The June/July COVID issue of PAW was one part inspiring, one part distressing.
The inspiring part: the ingenuity, generosity, and in some cases physical courage displayed by so many Princetonians in the face of the reported pandemic.
The distressing part: the failure to address the 800-pound gorilla in the room. Never before in history have so many actions with such drastic, far reaching, and long lasting negative consequences for so many been taken on such thin science.
I’ve also rarely seen the news media engage in such a thorough effective censorship of scientists including at least two Nobel Prize winners and tenured professors in relevant disciplines from places like Stanford and Yale. Was there no one of equal stature in the Princeton sphere whose alternative view of the pandemic’s science could have been aired? After all, our motto is “Princeton in the nation’s service,” not “Princeton in lockstep.”

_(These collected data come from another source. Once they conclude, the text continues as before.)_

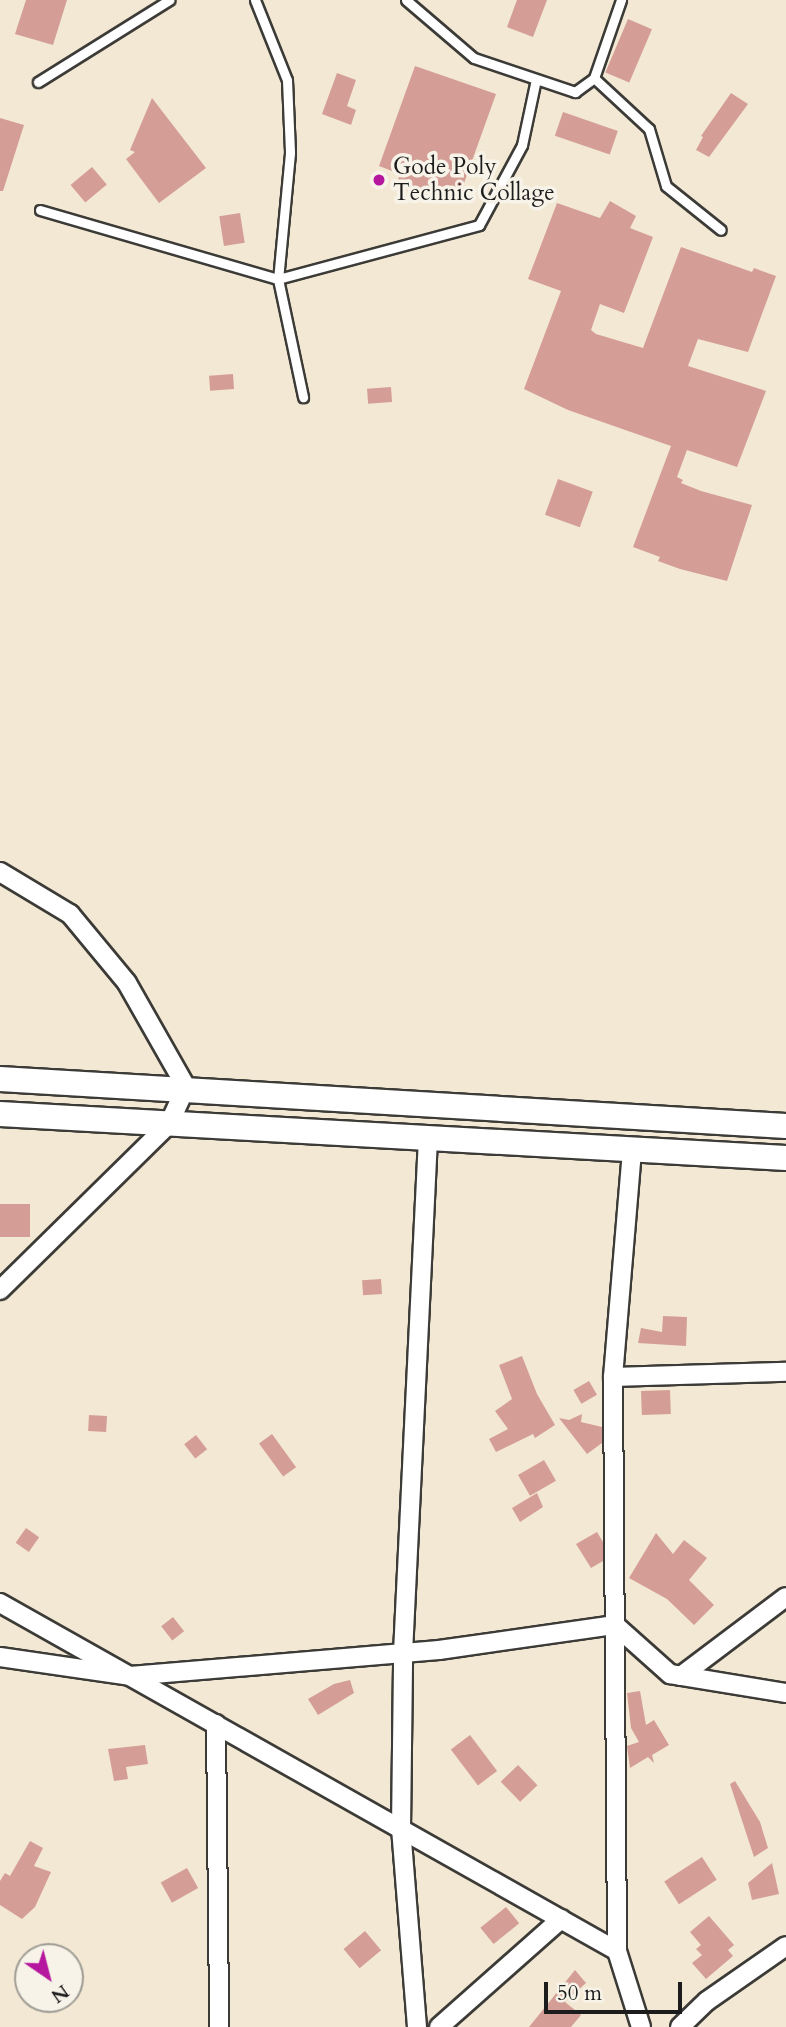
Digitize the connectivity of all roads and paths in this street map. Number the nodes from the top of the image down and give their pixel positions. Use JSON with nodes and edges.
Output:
{"nodes":[{"id":1,"x":169,"y":0,"type":"edge"},
{"id":2,"x":255,"y":0,"type":"edge"},
{"id":3,"x":406,"y":0,"type":"edge"},
{"id":4,"x":621,"y":0,"type":"edge"},
{"id":5,"x":536,"y":79,"type":"junction"},
{"id":6,"x":594,"y":79,"type":"junction"},
{"id":7,"x":38,"y":82,"type":"dead end"},
{"id":8,"x":40,"y":210,"type":"dead end"},
{"id":9,"x":721,"y":230,"type":"dead end"},
{"id":10,"x":278,"y":279,"type":"junction"},
{"id":11,"x":303,"y":397,"type":"dead end"},
{"id":12,"x":0,"y":872,"type":"edge"},
{"id":13,"x":0,"y":1079,"type":"edge"},
{"id":14,"x":186,"y":1087,"type":"junction"},
{"id":15,"x":0,"y":1114,"type":"edge"},
{"id":16,"x":169,"y":1124,"type":"junction"},
{"id":17,"x":786,"y":1126,"type":"edge"},
{"id":18,"x":428,"y":1138,"type":"junction"},
{"id":19,"x":632,"y":1150,"type":"junction"},
{"id":20,"x":786,"y":1158,"type":"edge"},
{"id":21,"x":0,"y":1290,"type":"edge"},
{"id":22,"x":786,"y":1372,"type":"edge"},
{"id":23,"x":613,"y":1377,"type":"junction"},
{"id":24,"x":786,"y":1597,"type":"edge"},
{"id":25,"x":0,"y":1603,"type":"edge"},
{"id":26,"x":615,"y":1625,"type":"junction"},
{"id":27,"x":403,"y":1653,"type":"junction"},
{"id":28,"x":0,"y":1657,"type":"edge"},
{"id":29,"x":131,"y":1676,"type":"junction"},
{"id":30,"x":681,"y":1676,"type":"junction"},
{"id":31,"x":786,"y":1693,"type":"edge"},
{"id":32,"x":216,"y":1724,"type":"junction"},
{"id":33,"x":401,"y":1829,"type":"junction"},
{"id":34,"x":561,"y":1919,"type":"junction"},
{"id":35,"x":786,"y":1945,"type":"edge"},
{"id":36,"x":617,"y":1951,"type":"junction"},
{"id":37,"x":219,"y":2027,"type":"edge"},
{"id":38,"x":417,"y":2027,"type":"edge"},
{"id":39,"x":439,"y":2027,"type":"edge"},
{"id":40,"x":641,"y":2027,"type":"edge"},
{"id":41,"x":680,"y":2027,"type":"edge"}],
"edges":[{"from":1,"to":7,"type":"lane"},
{"from":2,"to":10,"type":"lane"},
{"from":3,"to":5,"type":"lane"},
{"from":4,"to":6,"type":"lane"},
{"from":5,"to":6,"type":"lane"},
{"from":5,"to":10,"type":"lane"},
{"from":6,"to":9,"type":"lane"},
{"from":8,"to":10,"type":"lane"},
{"from":10,"to":11,"type":"lane"},
{"from":12,"to":14,"type":"street"},
{"from":13,"to":14,"type":"street"},
{"from":14,"to":16,"type":"street"},
{"from":14,"to":17,"type":"street"},
{"from":15,"to":16,"type":"street"},
{"from":16,"to":18,"type":"street"},
{"from":16,"to":21,"type":"street"},
{"from":18,"to":19,"type":"street"},
{"from":18,"to":27,"type":"street"},
{"from":19,"to":20,"type":"street"},
{"from":19,"to":23,"type":"street"},
{"from":22,"to":23,"type":"street"},
{"from":23,"to":26,"type":"street"},
{"from":24,"to":30,"type":"street"},
{"from":25,"to":29,"type":"street"},
{"from":26,"to":27,"type":"street"},
{"from":26,"to":30,"type":"street"},
{"from":26,"to":36,"type":"street"},
{"from":27,"to":29,"type":"street"},
{"from":27,"to":33,"type":"street"},
{"from":28,"to":29,"type":"street"},
{"from":29,"to":32,"type":"street"},
{"from":30,"to":31,"type":"street"},
{"from":32,"to":33,"type":"street"},
{"from":32,"to":37,"type":"street"},
{"from":33,"to":34,"type":"street"},
{"from":33,"to":38,"type":"street"},
{"from":34,"to":36,"type":"street"},
{"from":34,"to":39,"type":"street"},
{"from":35,"to":41,"type":"street"},
{"from":36,"to":40,"type":"street"}]}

Also, and this needs to be addressed, I will be charitable and assume that Professor Fleurbaey’s article “Should We Save Lives, Or Should We Save the Economy?” was submitted many months before the complete and very public discrediting of Neil Ferguson’s projection of 2.2 million dead in the U.S. without social distancing. Professor Fleurbaey’s projection of 3 million deaths, which he calculated to have a cost of $30 trillion, is off by a very large factor.
In addition to the death projection error, the value of a “statistical life” in the U.S. may be $10 million average as Professor Fleurbaey says, but we have an old and very well established industry that is experienced in calculating the “value” of lives depending on the age of the decedent so his arithmetic is off substantially there as well. Spreadsheet projections are fine, but when their product forms the basis of a ringing endorsement of specific supposedly medically-driven actions that will seriously and negatively impact the lives of hundreds of millions (possibly billions) globally, more rigor should be on display.